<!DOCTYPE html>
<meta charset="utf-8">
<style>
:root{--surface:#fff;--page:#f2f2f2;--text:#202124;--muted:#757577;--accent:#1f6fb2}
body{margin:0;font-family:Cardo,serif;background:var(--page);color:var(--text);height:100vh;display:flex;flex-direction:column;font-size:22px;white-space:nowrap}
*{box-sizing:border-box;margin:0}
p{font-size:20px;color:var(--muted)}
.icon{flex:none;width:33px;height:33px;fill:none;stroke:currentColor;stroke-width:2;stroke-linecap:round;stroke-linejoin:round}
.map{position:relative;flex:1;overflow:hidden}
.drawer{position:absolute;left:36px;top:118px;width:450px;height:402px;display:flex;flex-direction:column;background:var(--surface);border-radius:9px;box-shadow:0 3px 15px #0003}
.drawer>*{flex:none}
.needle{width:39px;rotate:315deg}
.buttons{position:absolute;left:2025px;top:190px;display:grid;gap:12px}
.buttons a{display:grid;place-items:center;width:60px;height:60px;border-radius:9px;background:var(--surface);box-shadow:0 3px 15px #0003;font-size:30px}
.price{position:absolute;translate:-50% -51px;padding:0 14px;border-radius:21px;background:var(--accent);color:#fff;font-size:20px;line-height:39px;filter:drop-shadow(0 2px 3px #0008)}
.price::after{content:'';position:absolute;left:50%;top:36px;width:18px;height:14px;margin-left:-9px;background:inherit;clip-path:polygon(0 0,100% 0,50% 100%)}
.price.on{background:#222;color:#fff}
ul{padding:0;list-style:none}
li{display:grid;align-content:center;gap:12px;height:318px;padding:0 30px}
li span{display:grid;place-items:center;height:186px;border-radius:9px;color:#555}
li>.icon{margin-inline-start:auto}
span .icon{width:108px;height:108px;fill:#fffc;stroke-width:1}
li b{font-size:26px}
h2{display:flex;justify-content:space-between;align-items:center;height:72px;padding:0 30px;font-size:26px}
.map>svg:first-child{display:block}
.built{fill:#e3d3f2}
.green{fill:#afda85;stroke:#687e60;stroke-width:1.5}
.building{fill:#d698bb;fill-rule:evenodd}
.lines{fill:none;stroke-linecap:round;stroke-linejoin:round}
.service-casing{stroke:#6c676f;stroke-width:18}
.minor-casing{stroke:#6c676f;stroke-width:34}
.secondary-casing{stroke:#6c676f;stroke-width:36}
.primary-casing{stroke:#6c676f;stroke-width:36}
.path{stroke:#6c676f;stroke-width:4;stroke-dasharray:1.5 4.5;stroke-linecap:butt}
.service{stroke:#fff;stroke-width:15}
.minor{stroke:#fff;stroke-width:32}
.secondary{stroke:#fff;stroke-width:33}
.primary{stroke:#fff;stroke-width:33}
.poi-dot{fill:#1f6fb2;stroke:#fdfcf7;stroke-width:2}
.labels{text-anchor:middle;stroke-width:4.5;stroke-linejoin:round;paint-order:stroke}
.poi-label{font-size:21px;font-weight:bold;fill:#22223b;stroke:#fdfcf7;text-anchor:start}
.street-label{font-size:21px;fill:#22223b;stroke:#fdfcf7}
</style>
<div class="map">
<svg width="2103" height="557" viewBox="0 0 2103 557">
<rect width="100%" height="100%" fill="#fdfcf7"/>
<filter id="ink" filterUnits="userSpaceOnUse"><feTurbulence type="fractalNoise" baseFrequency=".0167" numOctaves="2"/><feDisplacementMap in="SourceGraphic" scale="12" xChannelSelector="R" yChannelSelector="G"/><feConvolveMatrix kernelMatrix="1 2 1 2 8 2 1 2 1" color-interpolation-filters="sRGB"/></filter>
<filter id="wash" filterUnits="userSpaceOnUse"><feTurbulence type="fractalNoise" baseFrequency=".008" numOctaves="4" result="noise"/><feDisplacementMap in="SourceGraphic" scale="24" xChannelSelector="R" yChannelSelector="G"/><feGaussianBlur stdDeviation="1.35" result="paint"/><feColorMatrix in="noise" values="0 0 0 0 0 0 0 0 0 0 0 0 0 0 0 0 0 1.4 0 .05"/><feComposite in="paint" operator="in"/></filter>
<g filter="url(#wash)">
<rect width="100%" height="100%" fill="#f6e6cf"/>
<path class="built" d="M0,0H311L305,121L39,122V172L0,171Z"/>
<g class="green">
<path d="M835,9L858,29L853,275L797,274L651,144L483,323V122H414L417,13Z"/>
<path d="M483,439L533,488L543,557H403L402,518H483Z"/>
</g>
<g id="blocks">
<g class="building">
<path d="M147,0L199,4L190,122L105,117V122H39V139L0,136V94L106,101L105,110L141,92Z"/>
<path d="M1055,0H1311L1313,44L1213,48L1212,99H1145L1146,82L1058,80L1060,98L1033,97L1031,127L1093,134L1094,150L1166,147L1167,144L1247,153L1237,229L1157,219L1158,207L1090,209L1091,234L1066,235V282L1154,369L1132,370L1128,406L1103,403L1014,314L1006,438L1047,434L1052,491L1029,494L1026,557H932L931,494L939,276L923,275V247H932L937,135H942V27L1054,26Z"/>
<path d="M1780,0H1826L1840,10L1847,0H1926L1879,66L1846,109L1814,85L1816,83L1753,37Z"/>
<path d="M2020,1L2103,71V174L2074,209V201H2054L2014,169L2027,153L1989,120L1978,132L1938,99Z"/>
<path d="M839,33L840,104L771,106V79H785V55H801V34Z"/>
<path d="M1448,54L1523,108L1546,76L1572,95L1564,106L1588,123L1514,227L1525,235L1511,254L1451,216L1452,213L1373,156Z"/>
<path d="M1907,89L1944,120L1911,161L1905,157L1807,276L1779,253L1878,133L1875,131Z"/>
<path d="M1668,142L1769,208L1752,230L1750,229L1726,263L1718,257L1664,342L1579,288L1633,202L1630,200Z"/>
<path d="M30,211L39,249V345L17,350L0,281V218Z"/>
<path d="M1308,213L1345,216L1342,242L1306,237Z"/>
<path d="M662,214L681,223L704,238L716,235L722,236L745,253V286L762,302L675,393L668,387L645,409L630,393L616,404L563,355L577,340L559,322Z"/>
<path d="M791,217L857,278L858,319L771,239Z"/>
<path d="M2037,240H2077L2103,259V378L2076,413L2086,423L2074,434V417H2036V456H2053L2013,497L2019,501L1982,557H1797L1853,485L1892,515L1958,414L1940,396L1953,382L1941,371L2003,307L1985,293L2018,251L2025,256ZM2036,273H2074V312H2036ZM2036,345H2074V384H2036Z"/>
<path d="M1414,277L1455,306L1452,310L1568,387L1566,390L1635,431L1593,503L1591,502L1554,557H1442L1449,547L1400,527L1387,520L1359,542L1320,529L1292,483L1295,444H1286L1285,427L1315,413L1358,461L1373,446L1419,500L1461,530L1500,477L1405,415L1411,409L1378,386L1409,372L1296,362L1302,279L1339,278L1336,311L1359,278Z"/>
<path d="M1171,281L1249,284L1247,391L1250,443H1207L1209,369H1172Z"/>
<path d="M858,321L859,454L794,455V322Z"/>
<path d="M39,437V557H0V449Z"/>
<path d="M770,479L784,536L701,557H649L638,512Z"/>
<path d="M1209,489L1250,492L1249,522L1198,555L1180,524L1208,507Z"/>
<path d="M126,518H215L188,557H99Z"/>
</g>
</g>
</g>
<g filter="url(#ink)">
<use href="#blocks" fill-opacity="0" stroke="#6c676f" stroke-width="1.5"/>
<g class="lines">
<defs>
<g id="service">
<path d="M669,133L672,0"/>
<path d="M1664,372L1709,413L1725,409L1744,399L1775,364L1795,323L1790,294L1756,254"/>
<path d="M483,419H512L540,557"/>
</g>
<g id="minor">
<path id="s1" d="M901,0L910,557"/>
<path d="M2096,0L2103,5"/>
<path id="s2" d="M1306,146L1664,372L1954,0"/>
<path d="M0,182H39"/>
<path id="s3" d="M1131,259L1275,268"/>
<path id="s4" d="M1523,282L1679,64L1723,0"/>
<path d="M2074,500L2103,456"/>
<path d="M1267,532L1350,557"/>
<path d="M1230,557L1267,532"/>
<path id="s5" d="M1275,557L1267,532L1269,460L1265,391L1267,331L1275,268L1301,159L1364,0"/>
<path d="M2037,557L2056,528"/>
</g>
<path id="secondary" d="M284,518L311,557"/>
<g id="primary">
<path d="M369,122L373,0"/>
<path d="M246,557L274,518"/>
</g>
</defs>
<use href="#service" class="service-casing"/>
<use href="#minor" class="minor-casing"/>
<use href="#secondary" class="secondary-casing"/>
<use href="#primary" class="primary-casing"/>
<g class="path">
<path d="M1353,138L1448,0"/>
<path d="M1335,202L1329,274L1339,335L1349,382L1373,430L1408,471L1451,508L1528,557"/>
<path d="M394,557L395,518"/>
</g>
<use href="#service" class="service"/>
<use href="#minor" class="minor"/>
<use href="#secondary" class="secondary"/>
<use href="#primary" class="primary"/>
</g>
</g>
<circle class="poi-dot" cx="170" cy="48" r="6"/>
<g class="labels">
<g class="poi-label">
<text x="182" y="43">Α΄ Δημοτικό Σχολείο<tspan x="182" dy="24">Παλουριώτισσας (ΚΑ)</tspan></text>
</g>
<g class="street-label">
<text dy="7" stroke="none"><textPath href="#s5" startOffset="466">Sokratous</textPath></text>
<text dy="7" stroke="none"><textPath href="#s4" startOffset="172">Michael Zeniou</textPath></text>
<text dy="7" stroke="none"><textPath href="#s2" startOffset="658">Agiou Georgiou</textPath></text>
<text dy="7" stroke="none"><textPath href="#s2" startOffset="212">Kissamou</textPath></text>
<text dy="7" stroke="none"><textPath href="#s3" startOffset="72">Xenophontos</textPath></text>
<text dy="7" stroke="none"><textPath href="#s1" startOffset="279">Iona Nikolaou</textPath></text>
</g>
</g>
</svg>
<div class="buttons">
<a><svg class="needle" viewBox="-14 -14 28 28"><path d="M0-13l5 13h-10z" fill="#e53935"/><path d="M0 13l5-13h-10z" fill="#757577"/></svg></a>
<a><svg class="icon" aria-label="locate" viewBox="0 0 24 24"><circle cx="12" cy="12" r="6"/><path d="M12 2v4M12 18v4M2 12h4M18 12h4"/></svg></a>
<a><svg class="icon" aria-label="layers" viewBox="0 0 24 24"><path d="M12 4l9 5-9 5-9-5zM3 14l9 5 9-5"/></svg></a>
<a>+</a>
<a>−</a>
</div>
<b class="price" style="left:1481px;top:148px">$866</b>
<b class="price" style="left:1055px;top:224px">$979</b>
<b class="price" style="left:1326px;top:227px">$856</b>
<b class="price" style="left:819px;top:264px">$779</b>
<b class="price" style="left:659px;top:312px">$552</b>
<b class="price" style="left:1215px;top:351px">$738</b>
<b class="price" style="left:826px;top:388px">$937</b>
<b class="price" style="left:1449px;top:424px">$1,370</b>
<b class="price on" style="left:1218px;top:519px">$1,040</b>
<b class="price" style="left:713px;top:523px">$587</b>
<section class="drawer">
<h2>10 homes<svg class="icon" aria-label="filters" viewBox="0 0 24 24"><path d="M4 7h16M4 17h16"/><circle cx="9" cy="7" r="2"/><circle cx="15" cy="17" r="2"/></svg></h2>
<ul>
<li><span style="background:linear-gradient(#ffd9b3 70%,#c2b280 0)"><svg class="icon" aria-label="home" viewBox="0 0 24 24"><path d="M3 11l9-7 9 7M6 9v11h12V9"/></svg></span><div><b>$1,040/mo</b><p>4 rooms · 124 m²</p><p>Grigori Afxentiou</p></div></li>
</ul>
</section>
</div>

> **EXERCISE DESCRIPTION**
Each line in the listing above that contains "margin" should be copied.

> **TASK ANSWER**
body{margin:0;font-family:Cardo,serif;background:var(--page);color:var(--text);height:100vh;display:flex;flex-direction:column;font-size:22px;white-space:nowrap}
*{box-sizing:border-box;margin:0}
.price::after{content:'';position:absolute;left:50%;top:36px;width:18px;height:14px;margin-left:-9px;background:inherit;clip-path:polygon(0 0,100% 0,50% 100%)}
li>.icon{margin-inline-start:auto}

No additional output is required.